Buradaki tepeler aynı yükseklikte görünseler de, biri en yükseğiymiş. 3 arkadaşımız zirve defterini imzalamak için gidiyorlar.
Bulutlarla aynı seviyede olmanın tadını çıkarırken tahminen 10 derece olan hava bizi oldukça üşüttü ve zirvesi taştan Uludağ’dan geri döndük.
3 arkadaşımız kapıyı bisiklet sırtında indiler.

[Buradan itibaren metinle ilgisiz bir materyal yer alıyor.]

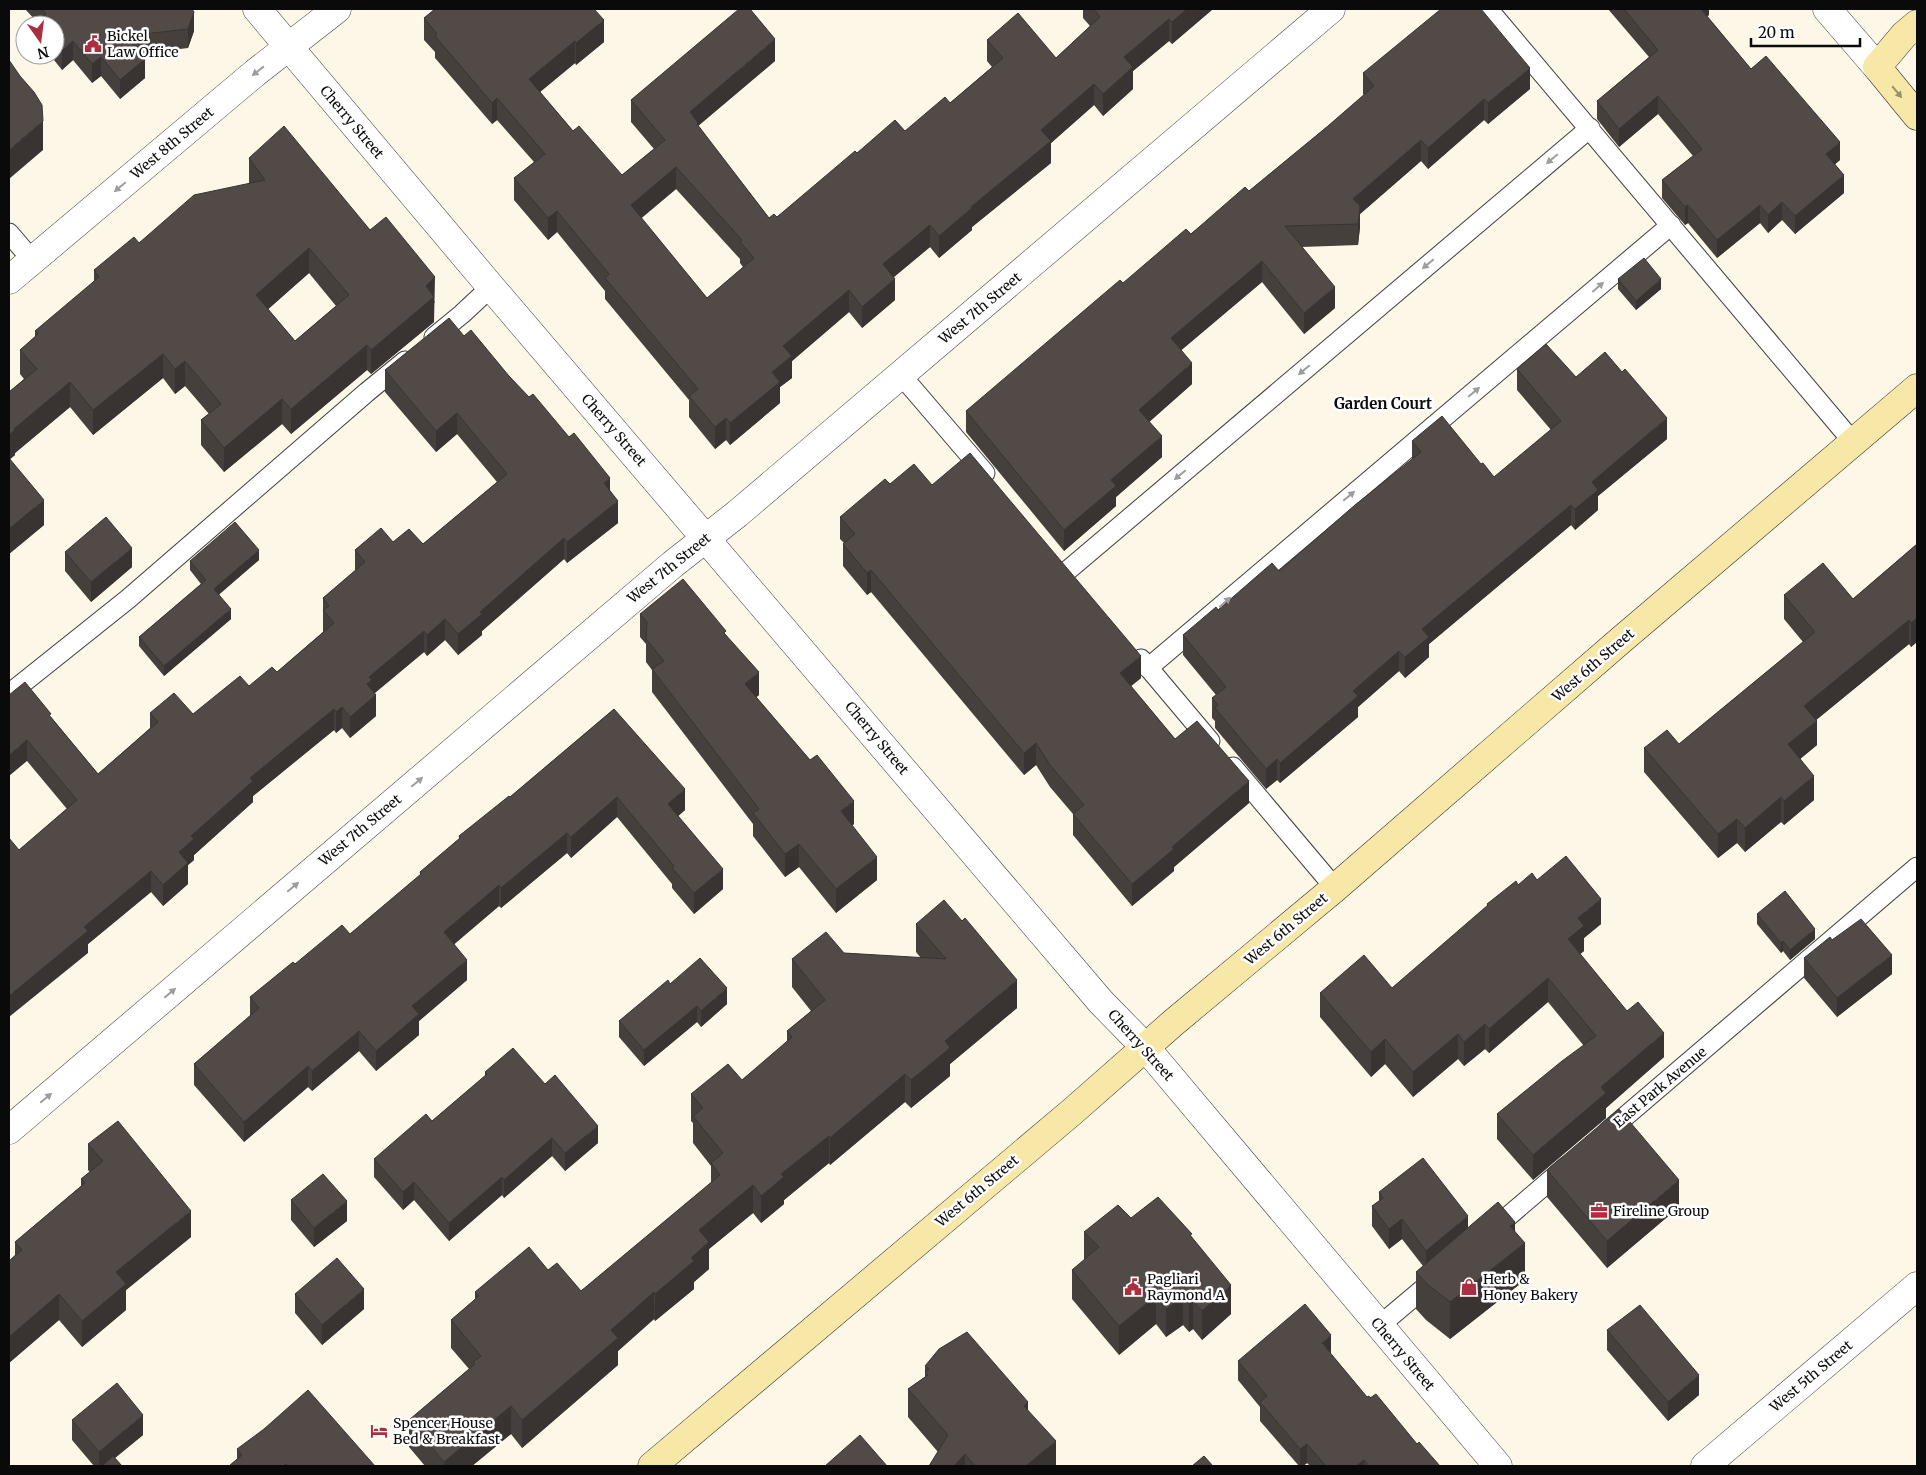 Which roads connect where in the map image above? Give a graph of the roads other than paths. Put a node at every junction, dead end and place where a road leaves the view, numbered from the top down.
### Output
1 (257, 9) edge
2 (338, 9) edge
3 (1331, 9) edge
4 (1488, 9) edge
5 (1827, 9) edge
6 (1917, 24) edge
7 (289, 47) junction
8 (1876, 67) junction
9 (1917, 116) edge
10 (1590, 128) junction
11 (1671, 225) junction
12 (9, 233) edge
13 (32, 260) junction
14 (9, 280) edge
15 (491, 287) junction
16 (901, 375) junction
17 (1917, 388) edge
18 (1853, 442) junction
19 (993, 483) edge
20 (706, 538) junction
21 (1054, 557) edge
22 (1067, 572) junction
23 (1079, 586) edge
24 (1130, 646) edge
25 (1148, 668) junction
26 (9, 694) edge
27 (1917, 867) edge
28 (1336, 888) junction
29 (1146, 1048) junction
30 (9, 1130) edge
31 (1476, 1244) edge
32 (1446, 1270) edge
33 (1917, 1286) edge
34 (1380, 1326) junction
35 (652, 1466) edge
36 (1498, 1466) edge
37 (1705, 1466) edge

1 - 7 street, Cherry Street
2 - 7 street, West 8th Street
3 - 16 street, West 7th Street
4 - 10 lane
5 - 8 street
6 - 8 main road
7 -> 13 street, West 8th Street
7 - 15 street, Cherry Street
8 -> 9 main road
10 - 11 lane
10 -> 22 lane
11 - 18 lane
25 -> 11 lane
12 - 13 lane
13 - 14 street, West 8th Street
15 - 20 street, Cherry Street
15 - 26 lane
16 - 19 lane
16 - 20 street, West 7th Street
17 - 18 main road, West 6th Street
18 - 28 main road, West 6th Street
20 - 29 street, Cherry Street
30 -> 20 street, West 7th Street
21 - 22 lane
22 - 23 lane
24 - 25 lane
25 - 28 lane
27 - 31 lane, East Park Avenue
28 - 29 main road, West 6th Street
29 - 34 street, Cherry Street
29 - 35 main road, West 6th Street
32 - 34 lane
33 - 37 street, West 5th Street
34 - 36 street, Cherry Street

Yüreğimizi ağzımıza getiren bu inişlerden birini Salih Manavoğlu’nun göğüs kamerasından [video:http://www.youtube.com/watch?v=yZt7QUQVSrg] izleyebilirsiniz.
When you subscribe to the blog, we will send you an e-mail when there are new updates on the site so you wouldn't miss them.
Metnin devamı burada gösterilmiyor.